Modified: stable/8/sys/cddl/contrib/opensolaris/uts/common/fs/zfs/vdev.c
==============================================================================
--- stable/8/sys/cddl/contrib/opensolaris/uts/common/fs/zfs/vdev.c      Mon Oct 
18 08:36:03 2010        (r214012)
+++ stable/8/sys/cddl/contrib/opensolaris/uts/common/fs/zfs/vdev.c      Mon Oct 
18 08:54:33 2010        (r214013)
@@ -39,6 +39,7 @@
 #include <sys/zap.h>
 #include <sys/fs/zfs.h>
 #include <sys/arc.h>
+#include <sys/zil.h>
 
 SYSCTL_DECL(_vfs_zfs);
 SYSCTL_NODE(_vfs_zfs, OID_AUTO, vdev, CTLFLAG_RW, 0, "ZFS VDEV");
@@ -765,6 +766,15 @@ vdev_metaslab_init(vdev_t *vd, uint64_t 
        if (vd->vdev_ms_shift == 0)     /* not being allocated from yet */
                return (0);
 
+       /*
+        * Compute the raidz-deflation ratio.  Note, we hard-code
+        * in 128k (1 << 17) because it is the current "typical" blocksize.
+        * Even if SPA_MAXBLOCKSIZE changes, this algorithm must never change,
+        * or we will inconsistently account for existing bp's.
+        */
+       vd->vdev_deflate_ratio = (1 << 17) /
+           (vdev_psize_to_asize(vd, 1 << 17) >> SPA_MINBLOCKSHIFT);
+
        ASSERT(oldc <= newc);
 
        if (vd->vdev_islog)
@@ -918,7 +928,7 @@ vdev_probe(vdev_t *vd, zio_t *zio)
 
                vps->vps_flags = ZIO_FLAG_CANFAIL | ZIO_FLAG_PROBE |
                    ZIO_FLAG_DONT_CACHE | ZIO_FLAG_DONT_AGGREGATE |
-                   ZIO_FLAG_DONT_RETRY;
+                   ZIO_FLAG_TRYHARD;
 
                if (spa_config_held(spa, SCL_ZIO, RW_WRITER)) {
                        /*
@@ -998,6 +1008,8 @@ vdev_open(vdev_t *vd)

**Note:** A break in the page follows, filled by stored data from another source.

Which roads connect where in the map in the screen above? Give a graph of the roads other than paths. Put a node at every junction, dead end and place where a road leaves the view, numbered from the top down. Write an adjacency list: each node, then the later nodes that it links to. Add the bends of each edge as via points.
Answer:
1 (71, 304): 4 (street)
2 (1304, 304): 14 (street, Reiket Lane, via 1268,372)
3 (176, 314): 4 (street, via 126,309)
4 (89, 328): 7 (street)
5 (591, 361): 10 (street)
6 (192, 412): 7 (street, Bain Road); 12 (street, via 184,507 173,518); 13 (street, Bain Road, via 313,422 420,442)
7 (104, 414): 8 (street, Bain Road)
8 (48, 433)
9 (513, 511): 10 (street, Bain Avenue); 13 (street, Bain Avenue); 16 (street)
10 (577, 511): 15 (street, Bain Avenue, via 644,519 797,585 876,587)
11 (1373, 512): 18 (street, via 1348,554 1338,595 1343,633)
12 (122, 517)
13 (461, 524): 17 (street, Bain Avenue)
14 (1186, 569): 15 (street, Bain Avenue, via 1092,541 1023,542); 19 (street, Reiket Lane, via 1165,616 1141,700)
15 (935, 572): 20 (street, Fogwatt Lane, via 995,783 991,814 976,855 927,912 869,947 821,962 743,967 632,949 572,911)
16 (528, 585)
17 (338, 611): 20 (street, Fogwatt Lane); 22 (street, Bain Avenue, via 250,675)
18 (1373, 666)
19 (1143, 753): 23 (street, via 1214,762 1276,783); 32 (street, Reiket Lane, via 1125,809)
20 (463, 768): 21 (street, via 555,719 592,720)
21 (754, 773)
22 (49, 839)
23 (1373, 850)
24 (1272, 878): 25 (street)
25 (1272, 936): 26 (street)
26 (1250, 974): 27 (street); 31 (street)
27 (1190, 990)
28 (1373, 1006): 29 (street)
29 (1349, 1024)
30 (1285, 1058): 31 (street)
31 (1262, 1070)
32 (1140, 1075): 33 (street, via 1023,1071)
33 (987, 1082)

            vd->vdev_state == VDEV_STATE_OFFLINE);
 
        vd->vdev_stat.vs_aux = VDEV_AUX_NONE;
+       vd->vdev_cant_read = B_FALSE;
+       vd->vdev_cant_write = B_FALSE;
 
        if (!vd->vdev_removed && vd->vdev_faulted) {
                ASSERT(vd->vdev_children == 0);
@@ -1013,7 +1025,7 @@ vdev_open(vdev_t *vd)
        error = vd->vdev_ops->vdev_op_open(vd, &osize, &ashift);
 
        if (zio_injection_enabled && error == 0)
-               error = zio_handle_device_injection(vd, ENXIO);
+               error = zio_handle_device_injection(vd, NULL, ENXIO);
 
        if (error) {
                if (vd->vdev_removed &&
@@ -1113,18 +1125,6 @@ vdev_open(vdev_t *vd)
        }
 
        /*
-        * If this is a top-level vdev, compute the raidz-deflation
-        * ratio.  Note, we hard-code in 128k (1<<17) because it is the
-        * current "typical" blocksize.  Even if SPA_MAXBLOCKSIZE
-        * changes, this algorithm must never change, or we will
-        * inconsistently account for existing bp's.
-        */
-       if (vd->vdev_top == vd) {
-               vd->vdev_deflate_ratio = (1<<17) /
-                   (vdev_psize_to_asize(vd, 1<<17) >> SPA_MINBLOCKSHIFT);
-       }
-
-       /*
         * If a leaf vdev has a DTL, and seems healthy, then kick off a
         * resilver.  But don't do this if we are doing a reopen for a scrub,
         * since this would just restart the scrub we are already doing.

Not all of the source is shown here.